Cincinnati Children's Blog

Using flies and fish to unravel the mysteries of human health

The ongoing debate over what constitutes wasteful government spending spurred a recent dinner conversation among friends over the use of federal tax dollars to study reproductive sciences in small fish and insects.

The discussion meandered into someone asking what the study of such matters has to do with the well being of people.

Talk about bugs and biomedical research is not typical dinner time fare. Still, an interesting question deserves a reasonably informed answer. At the moment, there are a number of federally (and privately) funded research projects underway at Cincinnati Children’s involving fruit flies, zebra fish and other small species to understand the molecular basis of embryonic organ development. The tiny creatures make excellent early research models to help unlock the developmental secrets of eyes, kidneys, the nervous system, and so on.

The reasoning goes that, if scientists can figure out what drives normal healthy embryonic development, and what can happen genetically and molecularly to cause abnormal development, then one might start building the basis for early research into new therapeutic concepts. Still, some people don’t appreciate the important biological connection between bugs and humans – and likely don’t care unless they find out they’re helping foot the bill for research funding.

Whether discussing a fruit fly, a zebra fish, a mouse or a person, all have similar fundamental molecular processes and, if you will, a similar “biological alphabet.”
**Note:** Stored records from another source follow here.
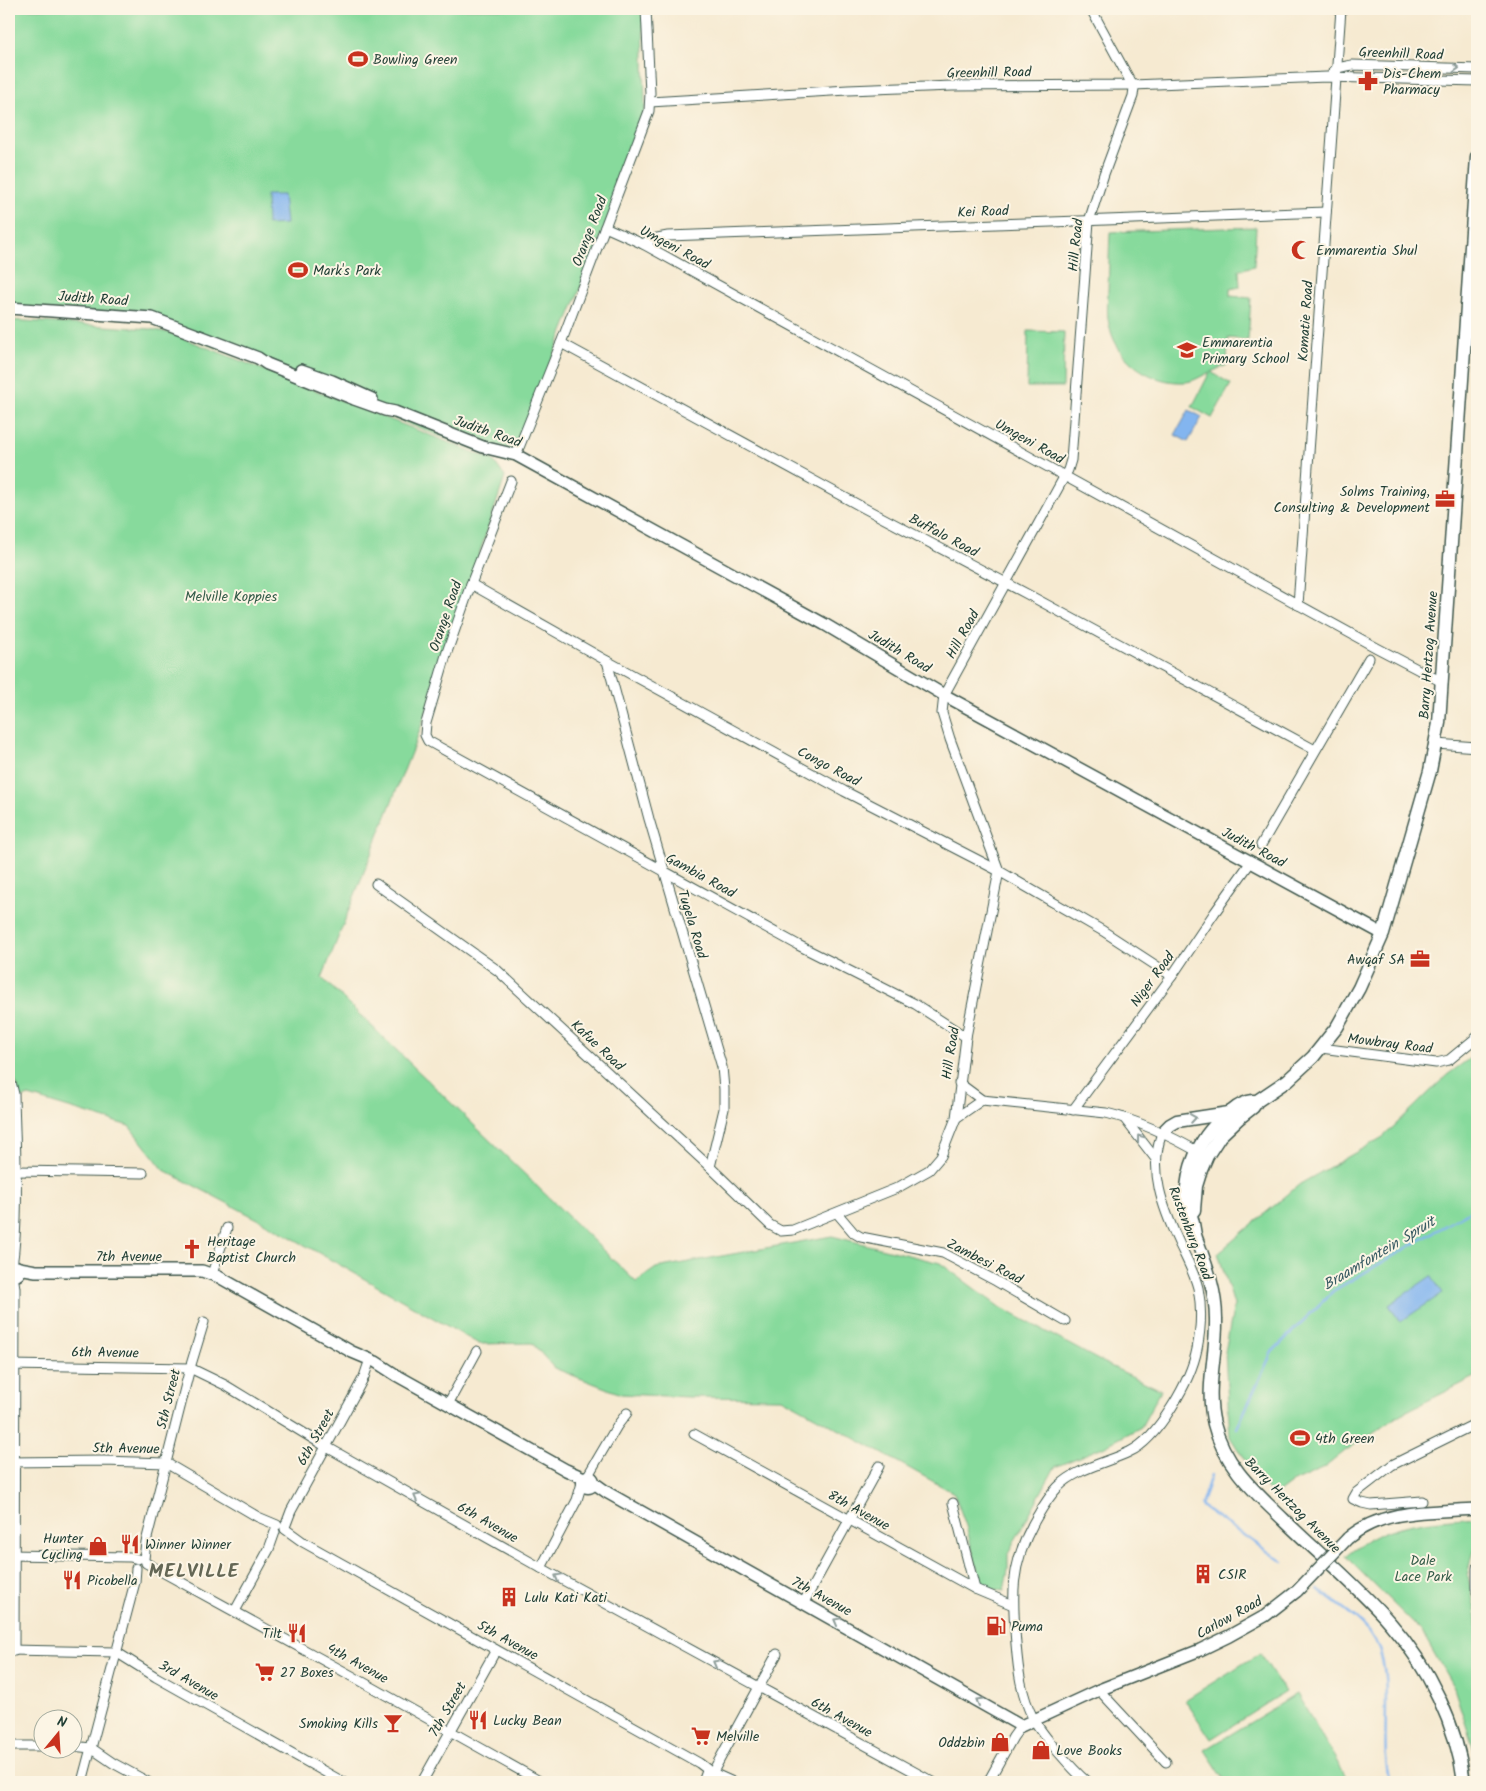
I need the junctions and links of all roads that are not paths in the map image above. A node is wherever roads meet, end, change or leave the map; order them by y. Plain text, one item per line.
1 (646, 9) edge
2 (1091, 9) edge
3 (1342, 9) edge
4 (1405, 65) junction
5 (1477, 69) edge
6 (1337, 72) junction
7 (1404, 79) junction
8 (1477, 81) edge
9 (1133, 85) junction
10 (650, 102) junction
11 (1477, 157) edge
12 (1326, 212) junction
13 (1089, 221) junction
14 (605, 227) junction
15 (642, 244) junction
16 (9, 308) edge
17 (561, 343) junction
18 (516, 455) junction
19 (1064, 476) junction
20 (511, 481) dead end
21 (1005, 582) junction
22 (471, 584) junction
23 (1298, 605) junction
24 (1369, 658) dead end
25 (607, 660) junction
26 (1442, 682) junction
27 (944, 695) junction
28 (425, 734) joint
29 (1436, 744) junction
30 (1477, 747) edge
31 (1315, 750) junction
32 (1261, 845) dead end
33 (1250, 863) junction
34 (663, 870) junction
35 (999, 871) junction
36 (376, 884) dead end
37 (1382, 934) junction
38 (1172, 976) junction
39 (966, 1036) junction
40 (1477, 1037) edge
41 (1321, 1048) junction
42 (960, 1083) junction
43 (10, 1085) edge
44 (982, 1100) junction
45 (1257, 1101) junction
46 (1073, 1110) junction
47 (1229, 1113) junction
48 (956, 1118) junction
49 (1124, 1118) junction
50 (1162, 1133) junction
51 (1202, 1153) junction
52 (1156, 1158) junction
53 (710, 1167) junction
54 (16, 1171) junction
55 (143, 1173) dead end
56 (837, 1213) junction
57 (227, 1228) dead end
58 (793, 1230) joint
59 (14, 1271) edge
60 (212, 1274) junction
61 (1065, 1321) dead end
62 (204, 1322) dead end
63 (477, 1351) dead end
64 (372, 1364) junction
65 (12, 1365) edge
66 (190, 1368) junction
67 (448, 1404) junction
68 (627, 1413) dead end
69 (1477, 1423) edge
70 (694, 1434) dead end
71 (325, 1446) junction
72 (12, 1462) edge
73 (166, 1463) junction
74 (879, 1466) dead end
75 (588, 1482) junction
76 (1422, 1502) dead end
77 (953, 1503) dead end
78 (1477, 1509) edge
79 (848, 1520) junction
80 (280, 1530) junction
81 (11, 1555) edge
82 (140, 1563) junction
83 (541, 1568) junction
84 (1477, 1568) edge
85 (975, 1589) junction
86 (1477, 1592) edge
87 (804, 1602) junction
88 (1013, 1605) junction
89 (235, 1611) junction
90 (11, 1650) edge
91 (496, 1650) junction
92 (116, 1652) junction
93 (776, 1654) dead end
94 (759, 1687) junction
95 (1099, 1690) junction
96 (1033, 1719) junction
97 (1021, 1726) junction
98 (450, 1730) junction
99 (9, 1746) edge
100 (32, 1746) edge
101 (82, 1747) edge
102 (91, 1748) junction
103 (1166, 1762) dead end
104 (711, 1770) junction
105 (729, 1780) edge
106 (82, 1782) edge
107 (148, 1782) edge
108 (343, 1782) edge
109 (422, 1782) edge
110 (541, 1782) edge
111 (704, 1782) edge
112 (933, 1782) edge
113 (988, 1782) edge
114 (1086, 1782) edge
115 (1464, 1782) edge

1 - 10 street, Orange Road
2 - 9 street
3 - 6 street, Komatie Road
4 -> 5 street, Greenhill Road
4 - 6 street, Greenhill Road
4 - 7 street
6 - 7 street, Greenhill Road
6 - 9 street, Greenhill Road
6 - 12 street, Komatie Road
7 - 8 street, Greenhill Road
9 - 10 street, Greenhill Road
9 - 13 street, Hill Road
10 - 14 street, Orange Road
11 - 26 main road, Barry Hertzog Avenue
12 - 13 street, Kei Road
12 - 23 street, Komatie Road
13 - 15 street, Kei Road
13 - 19 street, Hill Road
14 - 15 street, Umgeni Road
14 - 17 street, Orange Road
15 - 19 street, Umgeni Road
16 - 18 street, Judith Road
17 - 18 street, Orange Road
17 - 21 street, Buffalo Road
18 - 27 street, Judith Road
19 - 21 street, Hill Road
19 - 23 street, Umgeni Road
20 - 22 street, Orange Road
21 - 27 street, Hill Road
21 - 31 street, Buffalo Road
22 - 25 street, Congo Road
22 - 28 street, Orange Road
23 - 26 street, Umgeni Road
24 - 31 street
25 - 34 street, Tugela Road
25 - 35 street, Congo Road
26 - 29 main road, Barry Hertzog Avenue
27 - 33 street, Judith Road
27 - 35 street, Hill Road
28 - 34 street, Gambia Road
29 - 30 street
29 - 37 main road, Barry Hertzog Avenue
31 - 32 street
33 - 37 street, Judith Road
33 - 38 street, Niger Road
34 - 39 street, Gambia Road
34 - 53 street, Tugela Road
35 - 38 street, Congo Road
35 - 39 street, Hill Road
36 - 53 street, Kafue Road
37 - 41 main road, Barry Hertzog Avenue
38 - 46 street, Niger Road
39 - 42 street, Hill Road
40 - 41 street, Mowbray Road
41 - 45 main road, Barry Hertzog Avenue
42 - 44 street
42 - 48 street, Hill Road
43 - 54 street
44 - 46 street
44 - 48 street
45 - 47 main road, Barry Hertzog Avenue
45 - 51 main road, Barry Hertzog Avenue
46 - 49 street
50 -> 47 main road
47 - 51 main road, Barry Hertzog Avenue
48 - 56 street, Hill Road
49 - 50 street
52 -> 49 street
50 - 51 street
50 - 52 street, Rustenburg Road
51 - 115 main road, Barry Hertzog Avenue
52 - 88 street, Rustenburg Road
53 - 58 street, Kafue Road
54 - 55 street
54 - 59 street
56 - 58 street, Hill Road
56 - 61 street, Zambesi Road
57 - 60 street
59 - 60 street, 7th Avenue
59 - 65 street
60 - 64 street, 7th Avenue
62 - 66 street, 5th Street
63 - 67 street
64 - 67 street, 7th Avenue
64 - 71 street, 6th Street
65 - 66 street, 6th Avenue
65 - 72 street
66 - 71 street, 6th Avenue
66 - 73 street, 5th Street
67 - 75 street, 7th Avenue
68 - 75 street
69 - 76 street
70 - 79 street, 8th Avenue
71 - 80 street, 6th Street
83 -> 71 street, 6th Avenue
72 - 73 street, 5th Avenue
72 - 81 street
73 - 80 street, 5th Avenue
73 - 82 street, 5th Street
74 - 79 street
75 - 83 street
75 - 87 street, 7th Avenue
77 - 85 street
78 - 95 street, Carlow Road, bridge
79 - 85 street, 8th Avenue
79 - 87 street
80 - 89 street, 6th Street
80 - 91 street, 5th Avenue
81 - 82 street, 4th Avenue
81 - 90 street
82 - 89 street, 4th Avenue
82 - 92 street, 5th Street
94 -> 83 street, 6th Avenue
84 - 86 street
85 - 88 street, 8th Avenue
97 -> 87 street, 7th Avenue
88 - 96 street, Rustenburg Road
89 - 98 street, 4th Avenue
90 - 92 street
91 - 98 street, 7th Street
91 - 104 street, 5th Avenue
92 - 102 street, 5th Street
92 - 108 street, 3rd Avenue
93 - 94 street
94 - 104 street
94 - 112 street, 6th Avenue
95 - 96 street, Carlow Road
95 - 103 street
96 - 97 street, Carlow Road
96 - 114 street, Rustenburg Road
97 - 113 street
98 - 109 street, 7th Street
98 - 110 street, 4th Avenue
99 - 100 street
101 - 102 street
102 - 106 street, 5th Street
102 - 107 street
104 - 105 street, 5th Avenue
104 - 111 street

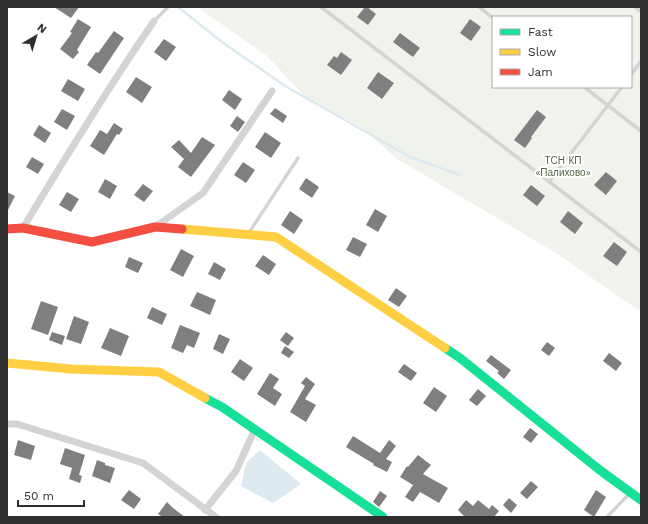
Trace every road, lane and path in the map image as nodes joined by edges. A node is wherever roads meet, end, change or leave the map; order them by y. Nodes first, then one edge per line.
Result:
1 (168, 7) edge
2 (321, 7) edge
3 (479, 7) edge
4 (635, 7) edge
5 (641, 12) edge
6 (492, 17) edge
7 (154, 21) joint
8 (641, 62) edge
9 (632, 74) edge
10 (585, 88) edge
11 (621, 88) edge
12 (272, 91) dead end
13 (608, 106) junction
14 (641, 131) edge
15 (298, 158) dead end
16 (549, 182) junction
17 (155, 227) junction
18 (23, 228) junction
19 (7, 229) edge
20 (247, 235) junction
21 (641, 252) edge
22 (7, 363) edge
23 (7, 424) edge
24 (255, 429) junction
25 (630, 492) junction
26 (641, 500) edge
27 (205, 510) junction
28 (216, 517) edge
29 (383, 517) edge
30 (607, 517) edge

1 - 7 lane
2 - 16 lane
3 - 6 lane
4 - 5 lane
7 - 18 street
8 - 9 lane
10 - 13 lane
11 - 13 lane
12 - 17 street
13 - 14 lane
13 - 16 lane
15 - 20 lane
16 - 21 lane
17 - 18 street
17 - 20 street
18 - 19 street
20 - 25 street
22 - 24 street
23 - 27 street
24 - 27 street
24 - 29 street
25 - 26 street
25 - 30 lane
27 - 28 street

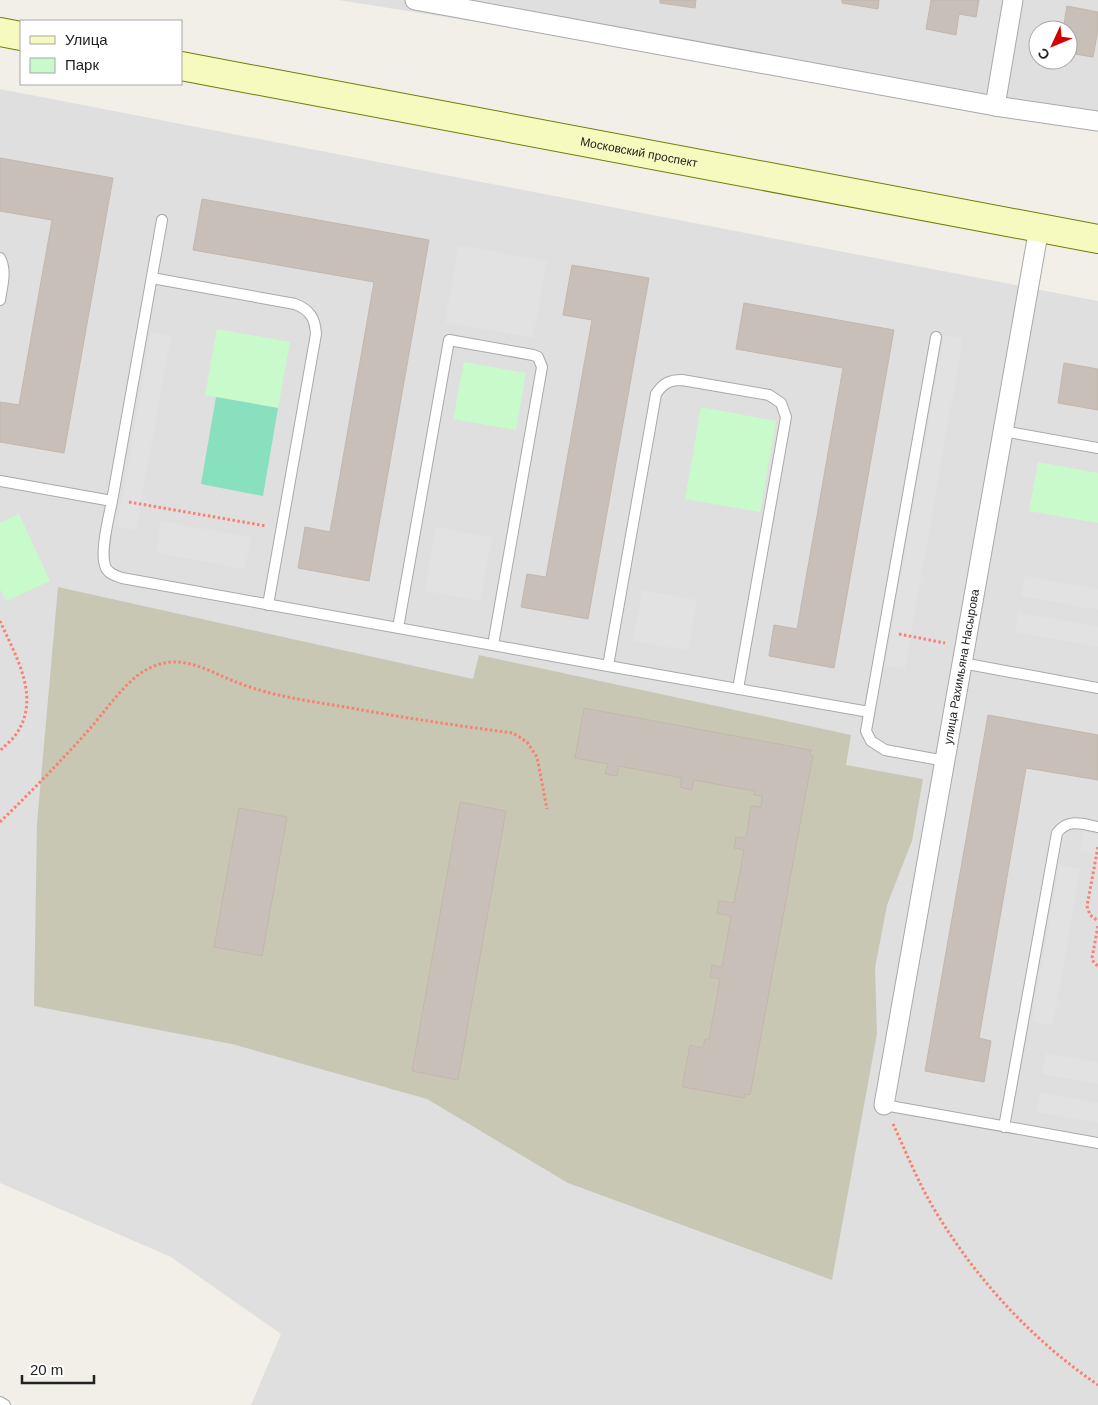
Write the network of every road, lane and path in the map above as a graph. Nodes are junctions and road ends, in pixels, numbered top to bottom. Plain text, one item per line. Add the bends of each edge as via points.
1 (415, 0) edge
2 (1013, 0) edge
3 (0, 32) edge
4 (20, 36) edge
5 (182, 66) edge
6 (995, 106) junction
7 (1098, 121) edge
8 (162, 220) dead end
9 (1039, 228) junction
10 (1098, 239) edge
11 (0, 258) edge
12 (152, 278) junction
13 (0, 300) edge
14 (936, 337) dead end
15 (1003, 431) junction
16 (1098, 448) edge
17 (0, 481) edge
18 (112, 500) junction
19 (281, 529) junction
20 (268, 605) junction
21 (0, 621) edge
22 (398, 628) junction
23 (884, 632) junction
24 (493, 645) junction
25 (964, 655) junction
26 (608, 666) junction
27 (1098, 688) edge
28 (738, 689) junction
29 (869, 712) junction
30 (0, 751) edge
31 (945, 761) junction
32 (547, 809) dead end
33 (0, 822) edge
34 (1098, 827) edge
35 (1098, 847) edge
36 (1098, 921) edge
37 (1098, 926) edge
38 (1098, 966) edge
39 (884, 1105) junction
40 (1004, 1127) junction
41 (1098, 1144) edge
42 (1098, 1385) edge
43 (0, 1402) edge
44 (5, 1405) edge

1 - 6 street
2 - 6 street
3 - 4 main road
5 - 9 main road, Московский проспект
6 - 7 street
8 - 12 lane
9 - 10 main road, Московский проспект
9 - 15 street, улица Рахимьяна Насырова
11 - 13 lane via 4,276
12 - 18 lane
12 - 19 lane via 295,304 310,313 316,334
14 - 23 lane
15 - 16 lane
15 - 25 street, улица Рахимьяна Насырова
17 - 18 lane
18 - 19 path
18 - 20 lane via 103,554 106,567 112,574
19 - 20 lane
20 - 22 lane
21 - 30 path via 24,673 28,695 22,724
22 - 24 lane
22 - 24 lane via 449,340 522,352 538,357 542,367
23 - 25 path
23 - 29 lane
24 - 26 lane
25 - 27 lane
25 - 31 street, улица Рахимьяна Насырова
26 - 28 lane
26 - 28 lane via 656,394 666,383 682,380 769,395 776,398 786,417
28 - 29 lane
29 - 31 lane via 866,731 876,746
31 - 39 street, улица Рахимьяна Насырова
32 - 33 path via 537,757 527,742 513,733 274,694 196,664 179,661 159,664 130,682 73,748
34 - 40 lane via 1072,822 1056,833
35 - 36 path via 1088,906 1090,915
37 - 38 path via 1092,958
39 - 40 lane
39 - 42 path via 933,1208 973,1268 1034,1334
40 - 41 lane
43 - 44 lane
Research scientists talk or write about a concept known as evolutionary conservation, or a gene that is evolutionarily conserved. This is a gene that, in essence, remains functionally important throughout evolution – including the branching off point between non-vertebrates and vertebrates. Usually this means the gene is unique and essential to a particular species – like flies – and higher life forms alike. For example, more than half of the genes known to cause disease in humans have a recognizable match in the fruit fly’s genetic code.

These components, in part, provide the connection and – in the context of biomedical research – powerful potential for meaningful discoveries when studying certain fish and insects. Those endeavors are proving to be quite informative to scientists looking for clues into birth defects and disease. Just in case anyone was wondering!